Imagine Georgia O’Keeffe waiting for a honeybee
to exit throats of purple petunias she is painting,
looking towards Pedernal with a hint of exasperation
thinking, I should have painted you today instead.
What was her contract with God; how many paintings
were needed to make Pedernal her own?

As for flowers, once on canvas they were hers forever,
every single part: peduncle, receptacle, sepal, ovule, petal,
filament, anther, stamen, pistil, stigma, style; she made each
grand, immortal, never to wilt.

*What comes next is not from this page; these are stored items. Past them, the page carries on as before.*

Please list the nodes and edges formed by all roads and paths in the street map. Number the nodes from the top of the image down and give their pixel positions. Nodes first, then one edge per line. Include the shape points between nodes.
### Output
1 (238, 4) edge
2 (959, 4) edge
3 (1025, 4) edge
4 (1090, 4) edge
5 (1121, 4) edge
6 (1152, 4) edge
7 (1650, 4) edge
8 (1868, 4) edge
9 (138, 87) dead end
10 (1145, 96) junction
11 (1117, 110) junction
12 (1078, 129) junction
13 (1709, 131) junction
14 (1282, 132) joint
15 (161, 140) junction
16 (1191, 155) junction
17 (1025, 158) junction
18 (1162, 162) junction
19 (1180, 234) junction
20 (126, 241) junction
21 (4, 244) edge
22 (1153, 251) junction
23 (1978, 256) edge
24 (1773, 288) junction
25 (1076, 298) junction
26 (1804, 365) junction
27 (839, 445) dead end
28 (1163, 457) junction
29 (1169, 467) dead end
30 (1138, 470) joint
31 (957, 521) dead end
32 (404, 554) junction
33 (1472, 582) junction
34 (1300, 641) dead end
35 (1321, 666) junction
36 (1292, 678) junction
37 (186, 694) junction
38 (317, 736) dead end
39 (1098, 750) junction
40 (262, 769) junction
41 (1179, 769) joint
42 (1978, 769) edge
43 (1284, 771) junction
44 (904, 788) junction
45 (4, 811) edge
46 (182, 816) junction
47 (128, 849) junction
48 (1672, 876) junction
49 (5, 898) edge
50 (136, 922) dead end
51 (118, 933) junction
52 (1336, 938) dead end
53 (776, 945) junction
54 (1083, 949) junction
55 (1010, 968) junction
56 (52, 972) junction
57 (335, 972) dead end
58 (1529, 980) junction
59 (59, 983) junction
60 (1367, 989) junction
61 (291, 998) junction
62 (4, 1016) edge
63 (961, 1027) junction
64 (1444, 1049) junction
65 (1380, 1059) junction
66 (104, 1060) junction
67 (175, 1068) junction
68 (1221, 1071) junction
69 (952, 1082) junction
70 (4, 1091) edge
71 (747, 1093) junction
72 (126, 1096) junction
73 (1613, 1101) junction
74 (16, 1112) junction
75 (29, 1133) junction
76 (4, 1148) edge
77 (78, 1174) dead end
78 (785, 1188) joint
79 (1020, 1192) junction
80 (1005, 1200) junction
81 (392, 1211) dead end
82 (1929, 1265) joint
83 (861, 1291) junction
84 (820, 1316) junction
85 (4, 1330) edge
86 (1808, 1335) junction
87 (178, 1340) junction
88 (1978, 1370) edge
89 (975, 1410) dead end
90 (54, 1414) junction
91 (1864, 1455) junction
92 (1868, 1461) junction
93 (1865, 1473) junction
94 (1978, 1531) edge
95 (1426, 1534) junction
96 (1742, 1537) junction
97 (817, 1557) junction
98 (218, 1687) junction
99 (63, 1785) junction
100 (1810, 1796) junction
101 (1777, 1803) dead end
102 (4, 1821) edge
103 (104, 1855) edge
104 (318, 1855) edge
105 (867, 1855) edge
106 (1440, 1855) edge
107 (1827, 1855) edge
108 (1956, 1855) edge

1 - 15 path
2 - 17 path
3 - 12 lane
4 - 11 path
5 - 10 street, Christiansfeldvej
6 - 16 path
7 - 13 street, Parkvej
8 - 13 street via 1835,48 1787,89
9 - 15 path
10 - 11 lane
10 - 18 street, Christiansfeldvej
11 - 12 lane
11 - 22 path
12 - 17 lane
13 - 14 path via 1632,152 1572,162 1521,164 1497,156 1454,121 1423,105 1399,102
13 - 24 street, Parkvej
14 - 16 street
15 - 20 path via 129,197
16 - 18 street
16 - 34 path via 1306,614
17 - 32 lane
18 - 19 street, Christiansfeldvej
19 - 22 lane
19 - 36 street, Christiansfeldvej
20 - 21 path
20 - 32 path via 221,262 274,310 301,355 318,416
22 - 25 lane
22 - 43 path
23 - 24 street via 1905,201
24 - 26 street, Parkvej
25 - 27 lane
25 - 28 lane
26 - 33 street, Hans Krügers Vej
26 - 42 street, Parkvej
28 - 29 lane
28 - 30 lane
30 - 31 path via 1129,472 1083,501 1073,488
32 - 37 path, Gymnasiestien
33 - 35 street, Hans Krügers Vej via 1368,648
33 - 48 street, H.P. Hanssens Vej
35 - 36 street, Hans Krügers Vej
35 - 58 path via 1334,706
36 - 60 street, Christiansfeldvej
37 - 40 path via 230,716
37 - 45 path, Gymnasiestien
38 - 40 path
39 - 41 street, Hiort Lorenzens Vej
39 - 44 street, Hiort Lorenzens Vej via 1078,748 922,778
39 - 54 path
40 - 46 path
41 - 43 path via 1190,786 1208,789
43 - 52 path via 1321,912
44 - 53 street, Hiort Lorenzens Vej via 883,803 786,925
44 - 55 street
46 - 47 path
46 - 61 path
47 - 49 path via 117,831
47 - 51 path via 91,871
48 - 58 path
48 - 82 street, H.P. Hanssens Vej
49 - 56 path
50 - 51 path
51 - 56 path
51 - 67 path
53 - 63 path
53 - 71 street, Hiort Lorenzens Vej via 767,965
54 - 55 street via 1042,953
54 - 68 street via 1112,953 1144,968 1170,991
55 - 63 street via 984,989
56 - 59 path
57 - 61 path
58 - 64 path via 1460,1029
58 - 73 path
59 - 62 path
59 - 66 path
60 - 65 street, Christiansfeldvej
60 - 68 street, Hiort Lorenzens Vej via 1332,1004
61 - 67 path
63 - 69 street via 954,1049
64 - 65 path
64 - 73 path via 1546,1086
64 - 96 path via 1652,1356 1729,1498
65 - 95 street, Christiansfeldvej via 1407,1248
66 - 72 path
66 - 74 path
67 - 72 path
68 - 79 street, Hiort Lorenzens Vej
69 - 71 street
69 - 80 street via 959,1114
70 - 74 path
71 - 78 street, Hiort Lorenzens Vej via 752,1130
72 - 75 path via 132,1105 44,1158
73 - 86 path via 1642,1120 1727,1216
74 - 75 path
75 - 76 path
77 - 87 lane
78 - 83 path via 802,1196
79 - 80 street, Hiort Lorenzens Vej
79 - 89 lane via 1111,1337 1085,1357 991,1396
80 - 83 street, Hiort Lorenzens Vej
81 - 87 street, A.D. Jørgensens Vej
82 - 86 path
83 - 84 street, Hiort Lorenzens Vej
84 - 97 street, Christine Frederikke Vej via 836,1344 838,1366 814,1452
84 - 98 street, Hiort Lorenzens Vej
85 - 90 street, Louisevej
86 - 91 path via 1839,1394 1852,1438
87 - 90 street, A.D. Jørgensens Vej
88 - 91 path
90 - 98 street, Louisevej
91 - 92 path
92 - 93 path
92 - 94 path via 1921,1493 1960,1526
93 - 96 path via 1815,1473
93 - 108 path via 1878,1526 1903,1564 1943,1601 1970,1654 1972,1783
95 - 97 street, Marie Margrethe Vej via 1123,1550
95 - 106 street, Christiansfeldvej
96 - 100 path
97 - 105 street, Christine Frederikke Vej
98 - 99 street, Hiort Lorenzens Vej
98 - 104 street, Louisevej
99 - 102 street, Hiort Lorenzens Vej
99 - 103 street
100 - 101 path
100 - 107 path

Perhaps she had made a pact
with God about them as well, and now paints in a garden
in a “faraway nearby” with flowers so colorful and exquisite
her brush will be busy for all eternity.


This poem, like so many more, generated by participating in August Postcard Poetry an annual event.

Benjamin Carl Cary

We can still sit at Carl’s table,
that table with great stout legs
beautifully turned meeting
heavy planking—
floorboards from a cannery
in Craig, Alaska.
Michael Strong built the table
33″ x 73″
with gentle curves gracing the ends.
You could dance upon this table
a cancan or a Tango.
Smooth to touch, the honeyed wood
draws you to it.

We can still sit at Carl’s table,
this is where
he wrote: poetry
letters to friends
worked crossword puzzles
paid his bills
mesmerized guests as he would
stride about in heavy boots
a drink cupped in his hand
curled in close to his chest.
He might sing an aria
recite lines of poetry
or plays he performed in,
animated, telling stories
the timbre of his voice
like him.

The table always had a vase
of fresh cut flowers, candles too,
books and papers in drifts.
I remember small black and white
photographs spread out there one day,
images of his youth,
those early years on San Juan Island.
The table supported all that and more:
his hand slapping down on it
punctuating his raucous laugh.

Seated there he ordered the seeds
and bulbs and shrubs for his gardens:
the tulips, gladiolus, iris and daffodils,
the azaleas, rhododendrons,
the calendula he loved
celebrated in one of his poems:
Impromptu #8,
“I fill the jars with orange calendula.”

We can still sit at Carl’s table
and until it is carried away
by strangers, it will always be
Carl’s table
one of a kind
his leit motif.

In remembrance of Carl, March 22, 1929 – May 1, 1992. We were in the play “The Dining Room” together, and Carl was always entertaining on stage or off.  He had an amazing art collection of Northwest greats, and a collection of Native American baskets.  He also loved his gardens, and I will never forget his 21st Street house in Bellingham when all of his tulips were in bloom.  This poem was published in “Talk” many years back.